Ausschuss Keine neue Brücke, dafür zwei Straßen

Die Brücke über den Brenzkanal am Ortsrand in Bergenweiler ist marode, aber noch nicht so baufällig, dass sie gesperrt werden müsste. Ein völliger Neubau wird erwogen. Die Details bedürfen noch der Klärung.
Die Brücke über den Brenzkanal am Ortsrand in Bergenweiler ist marode, aber noch nicht so baufällig, dass sie gesperrt werden müsste. Ein völliger Neubau wird erwogen. Die Details bedürfen noch der Klärung. © Foto: Klaus-Dieter Kirschner
Kreis Heidenheim / Günter Trittner 06.02.2014
Bei der Brenzkanalbrücke in Bergenweiler ist es mit einer Sanierung nicht mehr getan. "Das geht in Richtung Neubau", meinte Landrat Thomas Reinhardt bei der letzten Sitzung des Ausschusses für Umwelt, Bauwesen und Verkehr. Hier ging es aber auch um das gesamte Kreisstraßenbauprogramm.
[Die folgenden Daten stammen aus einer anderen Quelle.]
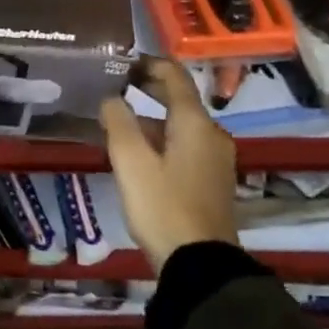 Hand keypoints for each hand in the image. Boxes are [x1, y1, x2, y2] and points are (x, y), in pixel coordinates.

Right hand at [100, 57, 238, 268]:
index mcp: (195, 123)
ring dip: (152, 118)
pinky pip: (185, 146)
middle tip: (116, 87)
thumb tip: (111, 97)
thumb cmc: (162, 205)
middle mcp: (212, 135)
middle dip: (148, 89)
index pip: (174, 76)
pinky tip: (139, 155)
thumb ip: (118, 121)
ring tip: (119, 124)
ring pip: (181, 126)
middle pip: (180, 100)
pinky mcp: (213, 181)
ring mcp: (216, 160)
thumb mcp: (130, 161)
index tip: (121, 63)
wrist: (199, 264)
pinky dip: (162, 139)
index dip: (148, 64) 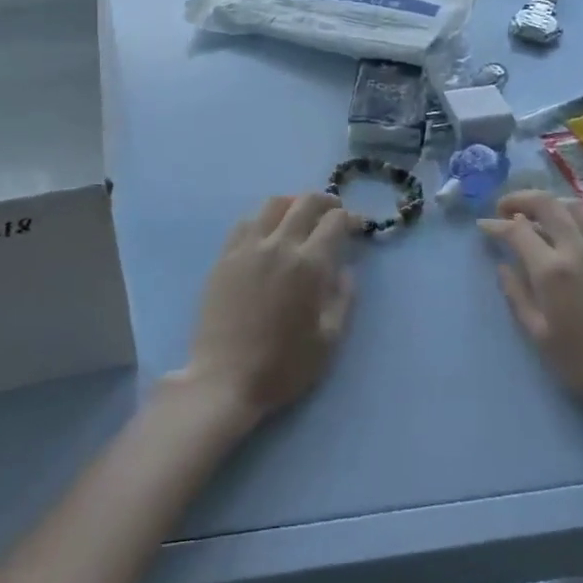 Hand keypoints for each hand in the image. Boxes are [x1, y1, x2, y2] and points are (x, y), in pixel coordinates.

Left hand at [178, 193, 357, 424]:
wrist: (224, 381)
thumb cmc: (282, 367)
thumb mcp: (328, 341)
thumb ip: (343, 299)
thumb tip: (347, 270)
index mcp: (308, 265)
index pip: (335, 221)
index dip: (351, 218)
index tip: (358, 226)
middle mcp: (279, 245)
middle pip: (306, 202)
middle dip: (326, 202)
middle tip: (335, 212)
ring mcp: (248, 248)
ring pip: (274, 204)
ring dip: (294, 203)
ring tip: (301, 215)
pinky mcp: (224, 257)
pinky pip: (246, 222)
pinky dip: (264, 218)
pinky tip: (268, 231)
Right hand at [480, 191, 582, 424]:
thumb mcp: (538, 335)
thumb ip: (517, 295)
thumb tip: (504, 266)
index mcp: (552, 270)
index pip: (517, 230)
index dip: (496, 225)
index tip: (484, 226)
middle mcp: (579, 250)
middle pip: (547, 204)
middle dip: (521, 199)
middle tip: (506, 208)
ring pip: (578, 208)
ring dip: (554, 206)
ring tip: (542, 217) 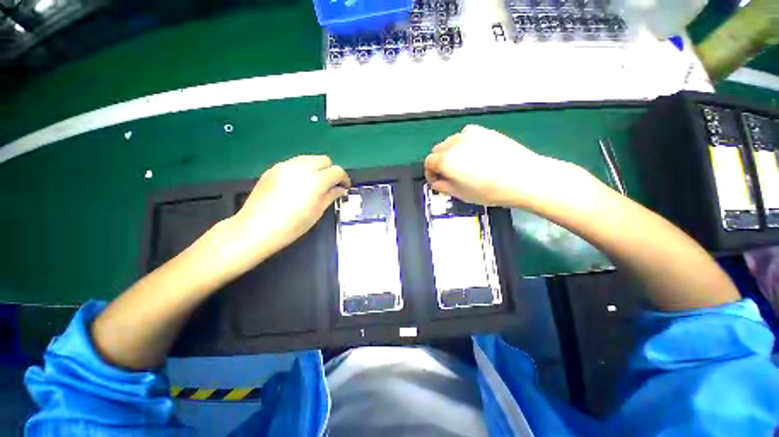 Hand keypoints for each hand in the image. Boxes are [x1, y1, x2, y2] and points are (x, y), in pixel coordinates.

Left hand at [220, 155, 349, 274]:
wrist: (257, 228)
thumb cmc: (292, 225)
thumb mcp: (317, 212)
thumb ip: (331, 196)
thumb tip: (340, 189)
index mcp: (316, 180)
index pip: (337, 171)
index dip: (344, 179)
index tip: (344, 187)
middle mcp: (301, 168)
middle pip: (324, 160)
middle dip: (330, 171)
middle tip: (330, 185)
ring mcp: (285, 166)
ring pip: (309, 158)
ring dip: (317, 168)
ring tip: (314, 184)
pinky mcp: (273, 169)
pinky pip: (294, 163)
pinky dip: (302, 169)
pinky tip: (297, 185)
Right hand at [424, 125, 587, 209]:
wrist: (523, 178)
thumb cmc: (490, 191)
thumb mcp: (460, 194)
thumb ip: (443, 186)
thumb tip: (437, 182)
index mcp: (446, 160)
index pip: (428, 162)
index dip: (430, 174)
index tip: (437, 181)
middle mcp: (454, 143)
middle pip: (437, 150)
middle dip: (439, 162)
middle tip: (448, 175)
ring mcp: (469, 135)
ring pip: (450, 142)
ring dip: (450, 153)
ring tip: (462, 165)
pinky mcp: (484, 131)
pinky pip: (465, 136)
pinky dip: (463, 144)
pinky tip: (474, 155) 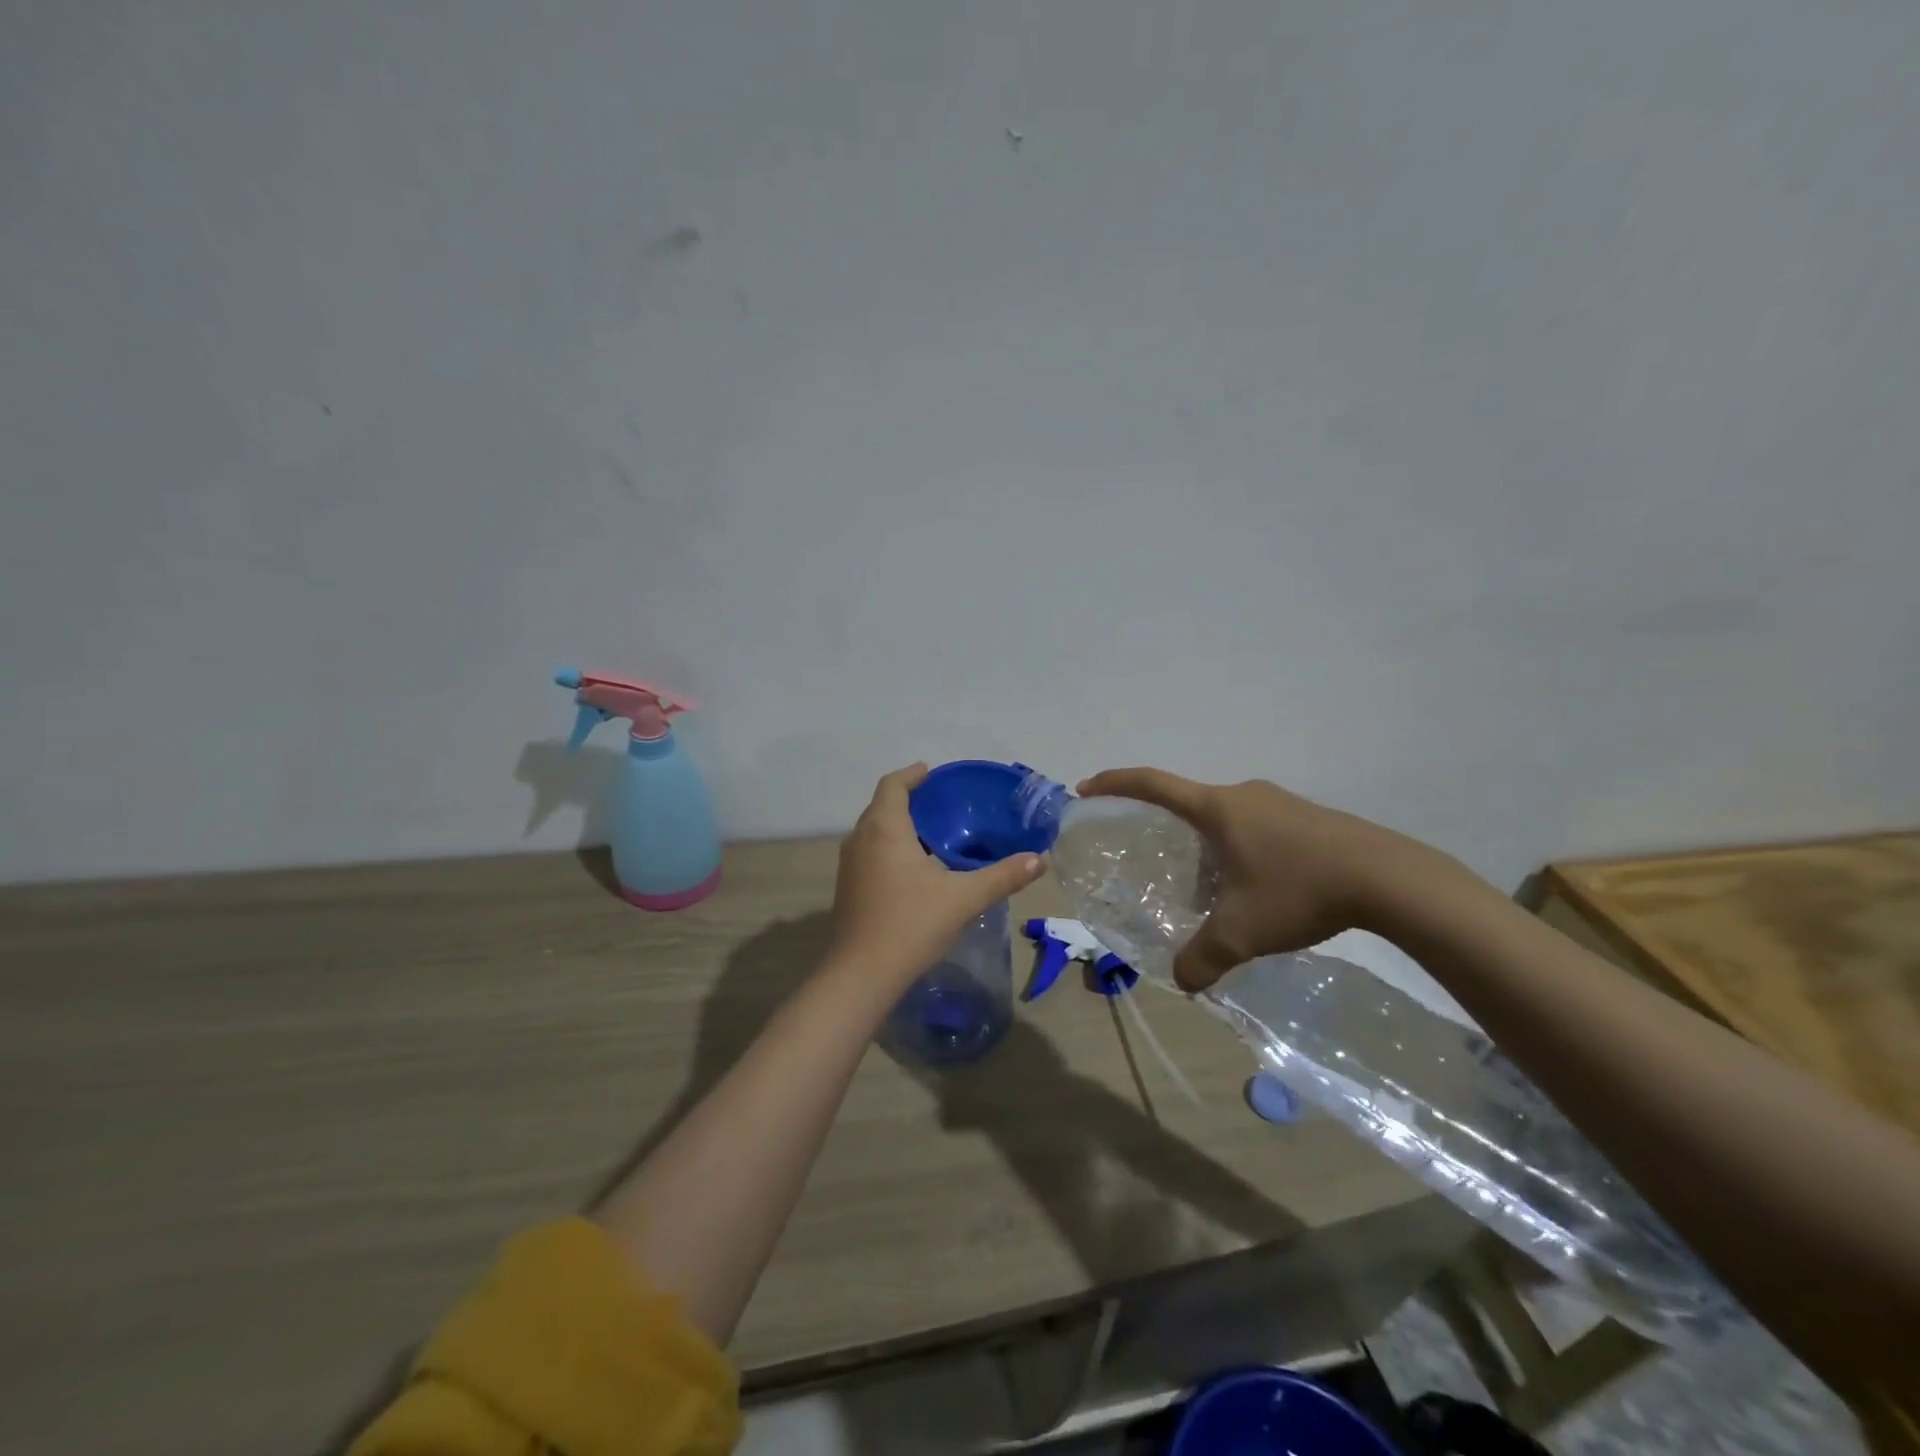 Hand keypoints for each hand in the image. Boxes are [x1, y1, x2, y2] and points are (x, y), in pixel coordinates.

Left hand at [830, 764, 1045, 984]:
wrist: (862, 975)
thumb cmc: (911, 924)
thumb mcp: (963, 898)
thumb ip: (1002, 876)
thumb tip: (1038, 859)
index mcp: (884, 829)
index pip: (892, 785)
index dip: (911, 774)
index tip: (931, 772)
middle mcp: (860, 839)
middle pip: (881, 806)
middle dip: (908, 799)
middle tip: (941, 803)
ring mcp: (849, 866)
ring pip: (873, 831)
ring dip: (897, 825)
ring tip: (932, 834)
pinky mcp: (848, 889)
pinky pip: (869, 853)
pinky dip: (889, 848)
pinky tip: (914, 869)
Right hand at [1077, 768, 1442, 992]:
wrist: (1389, 878)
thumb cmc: (1299, 891)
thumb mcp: (1242, 931)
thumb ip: (1202, 958)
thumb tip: (1181, 982)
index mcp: (1217, 808)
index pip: (1152, 784)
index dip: (1115, 783)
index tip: (1086, 787)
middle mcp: (1243, 796)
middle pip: (1190, 804)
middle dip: (1169, 832)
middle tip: (1160, 865)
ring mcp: (1279, 803)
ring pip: (1226, 819)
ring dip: (1208, 846)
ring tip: (1211, 888)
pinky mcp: (1307, 817)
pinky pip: (1256, 827)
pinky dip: (1240, 850)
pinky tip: (1257, 888)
Da aus Sicht der Kreisverwaltung keine unmittelbare Gefährdung von der Brenzkanalbrücke in Bergenweiler ausgeht, kann die Frage Sanierung oder Neubau gründlich erwogen werden. Anstelle der Brücke hat die Kreisverwaltung zwei weitere Straßen in das Sanierungsprogramm für 2014 aufgenommen, auf denen der Belag erneuert werden soll.
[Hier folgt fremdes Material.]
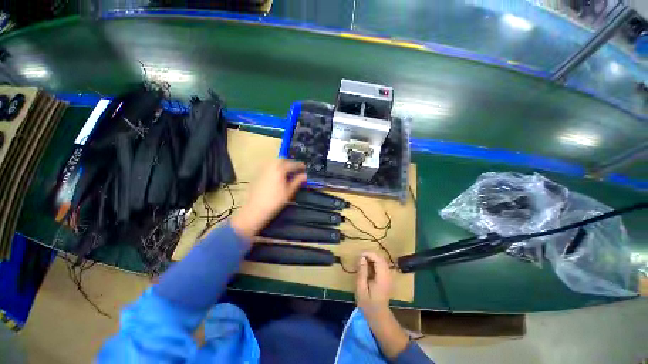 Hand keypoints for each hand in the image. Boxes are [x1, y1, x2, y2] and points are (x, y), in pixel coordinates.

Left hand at [231, 159, 305, 238]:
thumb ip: (297, 181)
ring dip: (282, 166)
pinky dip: (275, 169)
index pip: (292, 164)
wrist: (255, 209)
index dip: (300, 166)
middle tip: (296, 170)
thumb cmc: (275, 201)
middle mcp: (270, 166)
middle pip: (282, 160)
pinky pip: (268, 167)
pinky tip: (277, 177)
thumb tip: (304, 176)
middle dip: (290, 164)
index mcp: (279, 169)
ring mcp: (262, 169)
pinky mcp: (257, 174)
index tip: (304, 167)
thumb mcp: (289, 192)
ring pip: (274, 163)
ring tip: (287, 173)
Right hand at [355, 251, 409, 359]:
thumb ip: (362, 272)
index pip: (377, 258)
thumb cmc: (368, 303)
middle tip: (359, 260)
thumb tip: (361, 257)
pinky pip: (383, 265)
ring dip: (372, 258)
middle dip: (370, 255)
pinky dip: (375, 263)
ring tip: (363, 263)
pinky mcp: (389, 277)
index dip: (368, 254)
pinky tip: (369, 268)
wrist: (379, 315)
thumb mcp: (361, 288)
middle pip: (380, 257)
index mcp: (382, 276)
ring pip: (382, 260)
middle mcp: (388, 274)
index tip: (359, 257)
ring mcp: (390, 275) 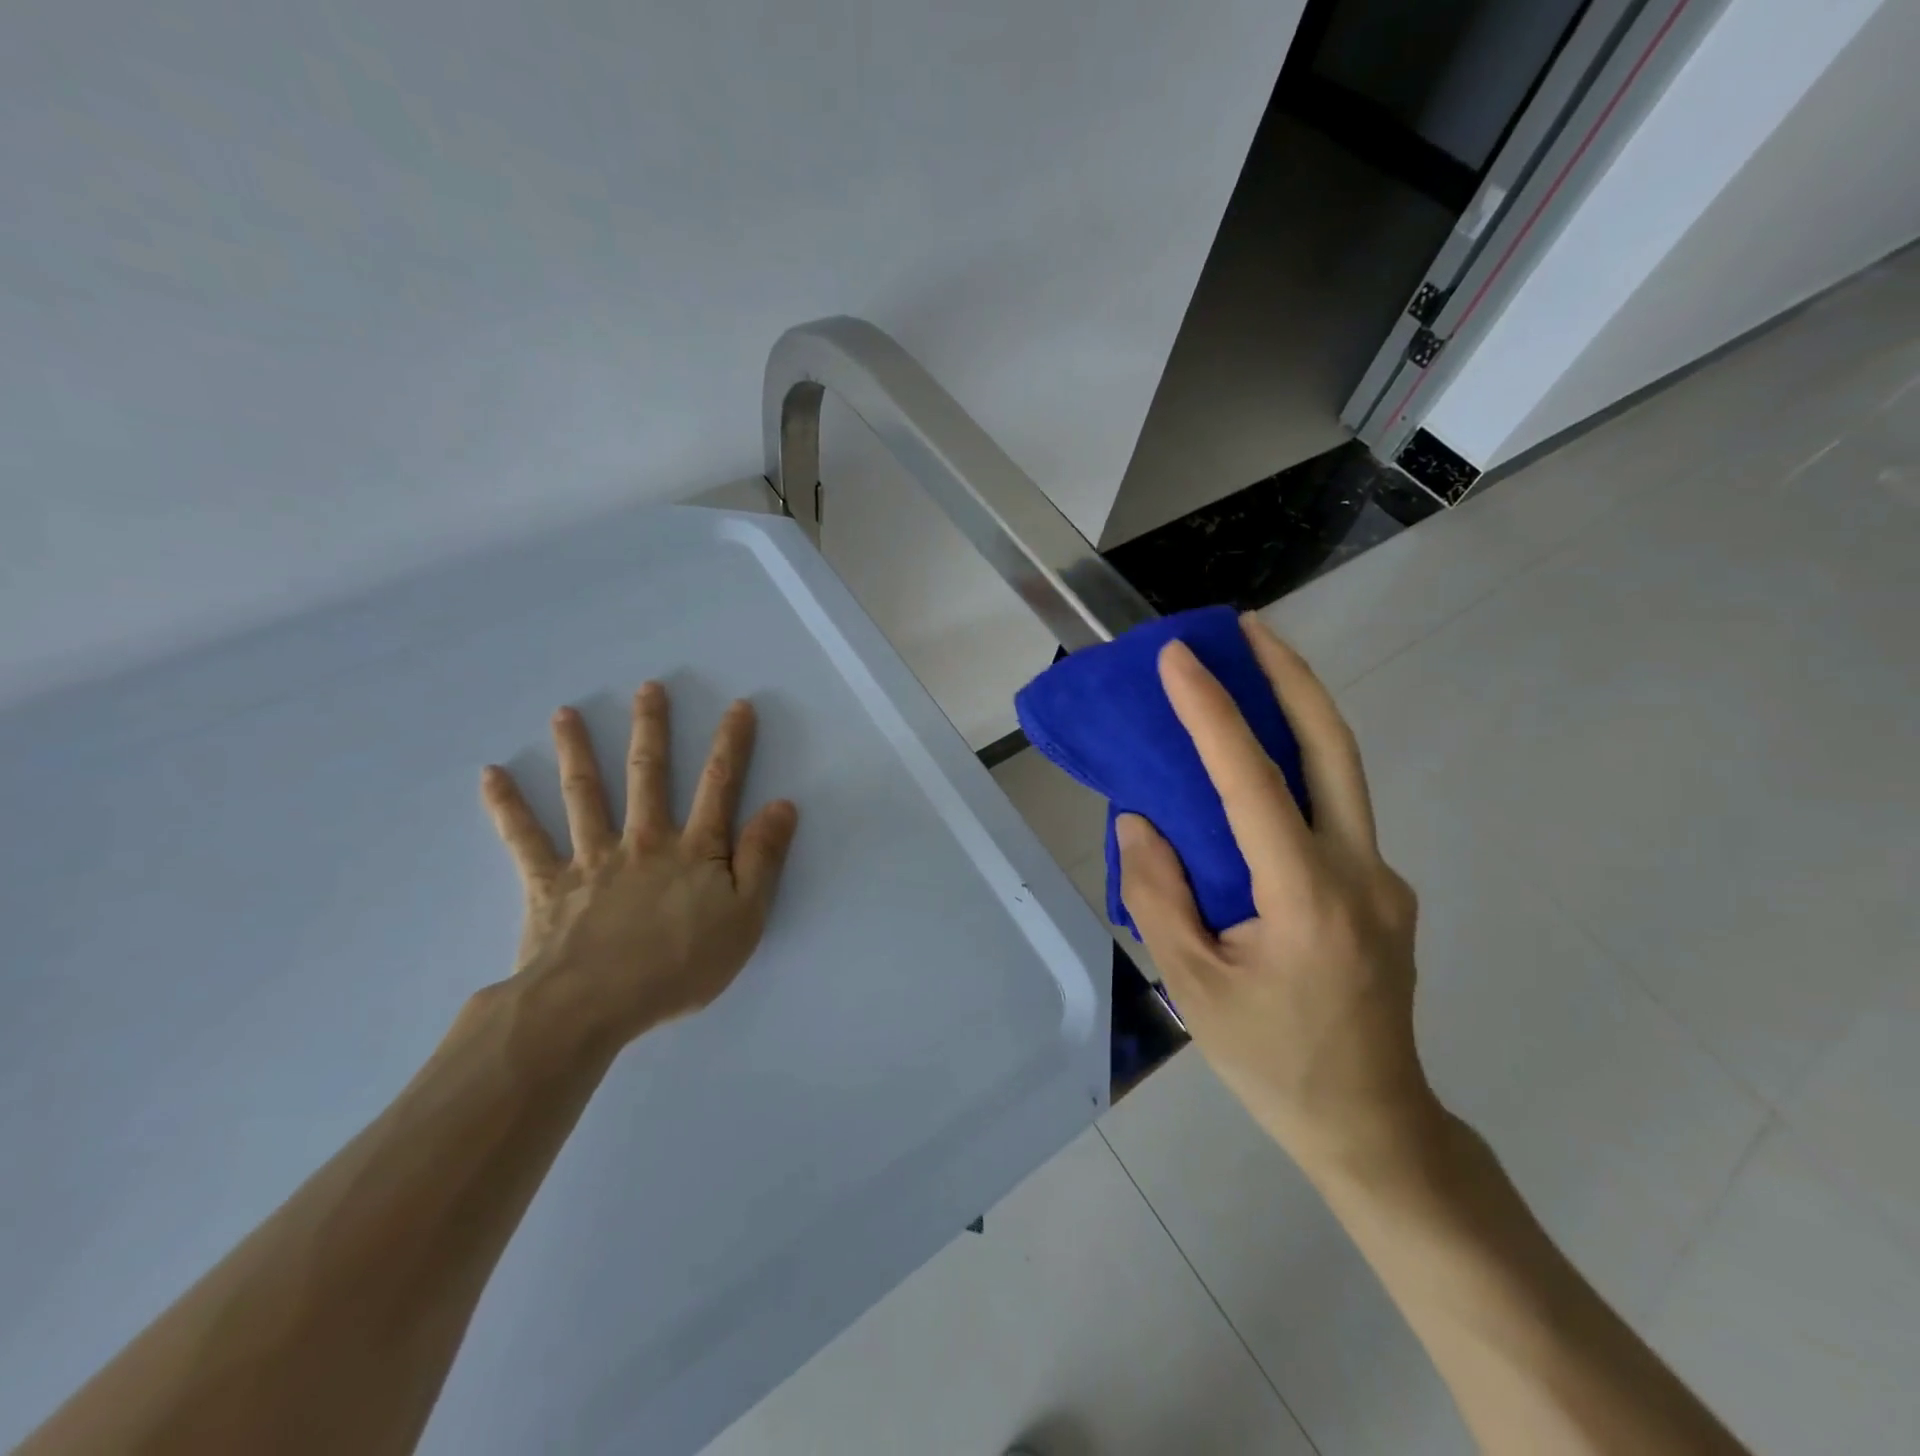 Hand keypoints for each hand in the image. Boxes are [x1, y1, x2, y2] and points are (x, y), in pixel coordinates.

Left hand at [479, 682, 798, 1050]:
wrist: (592, 1005)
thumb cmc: (678, 965)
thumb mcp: (745, 918)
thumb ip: (763, 859)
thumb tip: (782, 805)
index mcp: (693, 850)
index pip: (719, 786)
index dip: (731, 744)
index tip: (738, 706)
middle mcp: (643, 840)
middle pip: (648, 775)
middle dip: (651, 729)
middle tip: (648, 688)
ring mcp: (592, 857)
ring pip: (584, 793)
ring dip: (576, 750)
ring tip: (565, 712)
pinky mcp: (548, 883)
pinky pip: (524, 839)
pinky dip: (507, 806)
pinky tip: (492, 775)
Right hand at [1117, 616, 1435, 1178]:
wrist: (1373, 1127)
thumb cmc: (1272, 1062)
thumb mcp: (1192, 985)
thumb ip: (1158, 893)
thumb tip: (1141, 821)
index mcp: (1307, 898)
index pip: (1254, 781)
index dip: (1213, 712)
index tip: (1179, 657)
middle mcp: (1360, 873)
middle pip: (1333, 748)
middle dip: (1290, 675)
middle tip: (1247, 626)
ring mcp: (1382, 879)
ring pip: (1342, 773)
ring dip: (1297, 712)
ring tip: (1250, 671)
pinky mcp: (1381, 890)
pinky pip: (1333, 813)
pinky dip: (1293, 771)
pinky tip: (1254, 773)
Es handelt sich um den ersten, 400 Meter langen Bauabschnitt in der Ortsdurchfahrt von Hürben im Zuge der Kreisstraße 3020, auf dem zeitgleich Wasserleitungen, Hausanschlüsse und die Straßenbeleuchtung erneuert werden und ebenfalls den ersten Bauabschnitt zur Belagserneuerung zwischen Sontbergen und der Kreisgrenze. In Hürben geht man von Kosten in Höhe von 100.000 Euro aus, in Sontbergen von 170.000 Euro.
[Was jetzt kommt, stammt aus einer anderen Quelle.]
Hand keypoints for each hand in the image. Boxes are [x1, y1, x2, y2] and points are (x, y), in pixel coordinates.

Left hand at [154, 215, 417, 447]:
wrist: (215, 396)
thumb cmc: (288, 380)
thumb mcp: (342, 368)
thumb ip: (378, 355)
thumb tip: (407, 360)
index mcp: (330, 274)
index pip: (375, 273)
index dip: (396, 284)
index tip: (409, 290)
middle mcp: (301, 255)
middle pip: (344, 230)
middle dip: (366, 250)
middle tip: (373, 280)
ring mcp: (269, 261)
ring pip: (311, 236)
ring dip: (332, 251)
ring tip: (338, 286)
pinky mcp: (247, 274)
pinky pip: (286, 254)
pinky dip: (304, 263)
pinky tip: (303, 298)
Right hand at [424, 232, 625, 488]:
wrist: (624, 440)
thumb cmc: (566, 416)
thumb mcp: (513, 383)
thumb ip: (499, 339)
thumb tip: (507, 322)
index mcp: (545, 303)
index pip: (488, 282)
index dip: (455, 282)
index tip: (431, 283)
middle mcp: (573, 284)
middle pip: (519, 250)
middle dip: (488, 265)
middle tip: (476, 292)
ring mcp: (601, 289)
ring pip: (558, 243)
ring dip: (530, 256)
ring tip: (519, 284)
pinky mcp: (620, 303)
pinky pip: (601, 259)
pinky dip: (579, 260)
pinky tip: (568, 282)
Auf 270.000 Euro war auch die Sanierung der Brenzkanalbrücke in Bergenweiler kalkuliert gewesen. Für den Neubau wird ein finanzieller Aufwand von 400.000 Euro erwartet. Derzeit läuft eine Prüfung der Wirtschaftlichkeit beider Maßnahmen. „Es sieht eher nach einem Neubau aus“, meinte Anne Pamir, die zuständige Fachfrau in der Landkreisverwaltung. Die technische Begutachtung der 17 Meter langen Brücke habe gezeigt, dass durch die schadhafte Abdichtung Feuchtigkeit eingetreten seien, welche an der Unterseite bereits zu Ausblühungen am Beton geführt hätten. Zudem fänden sich Abplatzungen an verschiedenen Bauteilen. Besonders hätten die Kragarme Schaden genommen.

Sinn oder Unsinn?

Die Brücke sei noch nutzbar, meinte Pamir auf die Anfrage von Kreisrat Alfons Jakl (CDU), der sich seinerseits dafür bedankte, dass die Verwaltung von sich aus Ersatzbaumaßnahmen gesucht habe: „Wir sollten die Straßenbaumittel verwenden.“

SPD-Kreisrat Kurt Wehrmeister wollte wissen, ob es im Straßenbauprogramm eine Priorisierung gebe. Auf diese habe man bewusst verzichtet, sagte Hans Bendele, der im Landratsamt für Verkehrsangelegenheit zuständig ist. So bleibe man flexibel, um die Straßensanierung mit anderen Baumaßnahmen, etwa der Kommunen, zu verbinden.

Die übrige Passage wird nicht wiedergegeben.